» **INPUT MATERIAL**
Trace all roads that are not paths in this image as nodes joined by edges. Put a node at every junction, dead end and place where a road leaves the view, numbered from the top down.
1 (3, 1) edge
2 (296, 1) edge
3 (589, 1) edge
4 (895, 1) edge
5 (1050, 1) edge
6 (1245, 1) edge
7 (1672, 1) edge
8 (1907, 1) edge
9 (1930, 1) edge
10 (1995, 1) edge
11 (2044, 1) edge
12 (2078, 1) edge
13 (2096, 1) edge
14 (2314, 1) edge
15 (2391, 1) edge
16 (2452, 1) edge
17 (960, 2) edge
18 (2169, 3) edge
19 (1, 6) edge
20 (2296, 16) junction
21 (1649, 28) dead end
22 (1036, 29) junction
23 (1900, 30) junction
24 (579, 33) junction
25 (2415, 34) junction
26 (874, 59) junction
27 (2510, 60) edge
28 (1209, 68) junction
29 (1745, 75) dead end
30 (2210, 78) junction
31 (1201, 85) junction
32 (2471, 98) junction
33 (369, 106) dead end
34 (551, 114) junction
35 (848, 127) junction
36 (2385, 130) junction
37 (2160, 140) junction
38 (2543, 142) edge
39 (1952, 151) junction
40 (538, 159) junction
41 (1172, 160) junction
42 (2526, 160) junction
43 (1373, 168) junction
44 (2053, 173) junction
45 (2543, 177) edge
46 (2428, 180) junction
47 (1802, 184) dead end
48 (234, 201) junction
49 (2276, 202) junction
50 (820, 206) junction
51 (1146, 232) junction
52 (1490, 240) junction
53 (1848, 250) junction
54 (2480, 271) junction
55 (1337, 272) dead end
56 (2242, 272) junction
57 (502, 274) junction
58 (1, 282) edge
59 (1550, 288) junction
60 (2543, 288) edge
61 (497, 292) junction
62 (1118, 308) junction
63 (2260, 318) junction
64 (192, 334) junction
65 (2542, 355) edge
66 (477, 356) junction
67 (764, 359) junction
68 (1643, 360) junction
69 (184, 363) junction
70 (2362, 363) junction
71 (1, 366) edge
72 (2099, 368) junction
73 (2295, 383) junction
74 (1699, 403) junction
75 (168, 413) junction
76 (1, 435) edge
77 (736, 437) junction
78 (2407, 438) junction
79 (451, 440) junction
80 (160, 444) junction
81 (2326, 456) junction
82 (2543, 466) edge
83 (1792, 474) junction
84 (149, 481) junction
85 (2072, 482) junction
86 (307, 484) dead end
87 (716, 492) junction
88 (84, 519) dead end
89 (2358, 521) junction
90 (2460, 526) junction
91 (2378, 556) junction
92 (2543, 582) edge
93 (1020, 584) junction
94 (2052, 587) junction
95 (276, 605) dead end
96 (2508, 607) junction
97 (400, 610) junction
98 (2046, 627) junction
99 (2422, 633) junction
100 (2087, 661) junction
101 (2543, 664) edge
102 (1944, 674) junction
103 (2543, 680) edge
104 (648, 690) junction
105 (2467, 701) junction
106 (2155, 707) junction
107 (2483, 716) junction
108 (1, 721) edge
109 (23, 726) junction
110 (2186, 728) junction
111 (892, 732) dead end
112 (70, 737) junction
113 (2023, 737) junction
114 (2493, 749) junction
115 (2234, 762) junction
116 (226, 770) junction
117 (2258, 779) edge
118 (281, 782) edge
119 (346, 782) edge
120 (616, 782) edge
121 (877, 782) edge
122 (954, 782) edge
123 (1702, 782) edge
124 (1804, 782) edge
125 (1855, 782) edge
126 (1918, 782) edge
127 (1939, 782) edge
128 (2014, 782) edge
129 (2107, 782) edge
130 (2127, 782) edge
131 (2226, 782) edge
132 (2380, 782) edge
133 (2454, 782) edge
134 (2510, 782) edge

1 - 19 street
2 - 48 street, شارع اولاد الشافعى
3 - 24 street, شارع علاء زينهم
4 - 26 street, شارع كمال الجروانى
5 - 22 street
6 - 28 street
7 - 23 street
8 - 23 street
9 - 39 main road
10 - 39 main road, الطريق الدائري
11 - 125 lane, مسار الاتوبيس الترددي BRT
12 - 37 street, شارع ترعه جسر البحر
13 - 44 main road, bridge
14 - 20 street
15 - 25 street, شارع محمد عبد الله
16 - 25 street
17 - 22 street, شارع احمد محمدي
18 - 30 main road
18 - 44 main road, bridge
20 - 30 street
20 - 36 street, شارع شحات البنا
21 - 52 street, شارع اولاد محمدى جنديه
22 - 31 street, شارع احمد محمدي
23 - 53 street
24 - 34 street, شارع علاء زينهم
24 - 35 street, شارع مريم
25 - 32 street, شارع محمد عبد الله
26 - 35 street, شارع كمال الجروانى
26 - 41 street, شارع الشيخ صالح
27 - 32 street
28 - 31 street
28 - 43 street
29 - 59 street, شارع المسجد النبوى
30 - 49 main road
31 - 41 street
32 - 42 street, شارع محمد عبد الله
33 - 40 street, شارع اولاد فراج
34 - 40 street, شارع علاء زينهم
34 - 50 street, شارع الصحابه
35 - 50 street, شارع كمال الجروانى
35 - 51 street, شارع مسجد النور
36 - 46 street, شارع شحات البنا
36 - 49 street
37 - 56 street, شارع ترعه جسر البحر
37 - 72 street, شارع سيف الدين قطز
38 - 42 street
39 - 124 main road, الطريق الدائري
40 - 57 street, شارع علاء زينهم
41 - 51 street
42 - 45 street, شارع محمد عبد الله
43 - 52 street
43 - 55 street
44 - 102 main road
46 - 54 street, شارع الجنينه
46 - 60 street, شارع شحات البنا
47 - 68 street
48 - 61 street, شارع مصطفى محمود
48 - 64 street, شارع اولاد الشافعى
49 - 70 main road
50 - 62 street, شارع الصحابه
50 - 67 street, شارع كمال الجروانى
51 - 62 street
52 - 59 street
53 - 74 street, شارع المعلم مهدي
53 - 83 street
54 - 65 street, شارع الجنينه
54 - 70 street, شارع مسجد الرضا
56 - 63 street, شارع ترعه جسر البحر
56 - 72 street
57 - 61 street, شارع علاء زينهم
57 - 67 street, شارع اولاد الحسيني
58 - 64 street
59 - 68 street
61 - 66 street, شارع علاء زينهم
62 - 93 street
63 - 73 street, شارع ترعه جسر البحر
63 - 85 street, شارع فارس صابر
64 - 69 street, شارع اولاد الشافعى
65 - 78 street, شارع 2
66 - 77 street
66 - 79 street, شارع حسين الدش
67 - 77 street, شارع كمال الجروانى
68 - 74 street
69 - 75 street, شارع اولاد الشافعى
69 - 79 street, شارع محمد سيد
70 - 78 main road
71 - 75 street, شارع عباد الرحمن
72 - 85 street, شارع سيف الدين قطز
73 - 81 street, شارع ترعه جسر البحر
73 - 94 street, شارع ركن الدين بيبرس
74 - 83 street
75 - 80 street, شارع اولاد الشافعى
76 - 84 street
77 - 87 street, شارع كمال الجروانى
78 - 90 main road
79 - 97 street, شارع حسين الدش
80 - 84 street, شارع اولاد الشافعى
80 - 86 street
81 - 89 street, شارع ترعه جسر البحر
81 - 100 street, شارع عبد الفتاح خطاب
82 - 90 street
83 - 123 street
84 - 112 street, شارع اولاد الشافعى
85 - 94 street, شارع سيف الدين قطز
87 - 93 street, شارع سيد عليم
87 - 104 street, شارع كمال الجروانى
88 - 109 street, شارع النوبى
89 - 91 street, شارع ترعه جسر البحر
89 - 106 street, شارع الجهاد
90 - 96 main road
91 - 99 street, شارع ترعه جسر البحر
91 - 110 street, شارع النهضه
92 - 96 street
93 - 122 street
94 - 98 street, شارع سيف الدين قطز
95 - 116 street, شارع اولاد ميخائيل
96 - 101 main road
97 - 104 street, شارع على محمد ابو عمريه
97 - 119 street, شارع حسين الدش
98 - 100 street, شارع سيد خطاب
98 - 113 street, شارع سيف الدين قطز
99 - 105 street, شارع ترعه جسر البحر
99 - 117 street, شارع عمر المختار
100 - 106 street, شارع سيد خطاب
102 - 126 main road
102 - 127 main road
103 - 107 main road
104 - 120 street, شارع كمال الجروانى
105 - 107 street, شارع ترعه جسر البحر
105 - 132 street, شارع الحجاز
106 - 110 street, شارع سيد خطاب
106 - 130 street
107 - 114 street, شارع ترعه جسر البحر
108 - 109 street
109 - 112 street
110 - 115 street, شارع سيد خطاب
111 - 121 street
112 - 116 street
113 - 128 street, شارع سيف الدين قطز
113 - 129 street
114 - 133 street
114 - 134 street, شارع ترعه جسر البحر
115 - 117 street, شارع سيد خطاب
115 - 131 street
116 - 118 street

» **YOUR TASK**
The word to find is "ترعه". Copy every line of the data that holds it.

» **ANSWER TO THIS TASK**
12 - 37 street, شارع ترعه جسر البحر
37 - 56 street, شارع ترعه جسر البحر
56 - 63 street, شارع ترعه جسر البحر
63 - 73 street, شارع ترعه جسر البحر
73 - 81 street, شارع ترعه جسر البحر
81 - 89 street, شارع ترعه جسر البحر
89 - 91 street, شارع ترعه جسر البحر
91 - 99 street, شارع ترعه جسر البحر
99 - 105 street, شارع ترعه جسر البحر
105 - 107 street, شارع ترعه جسر البحر
107 - 114 street, شارع ترعه جسر البحر
114 - 134 street, شارع ترعه جسر البحر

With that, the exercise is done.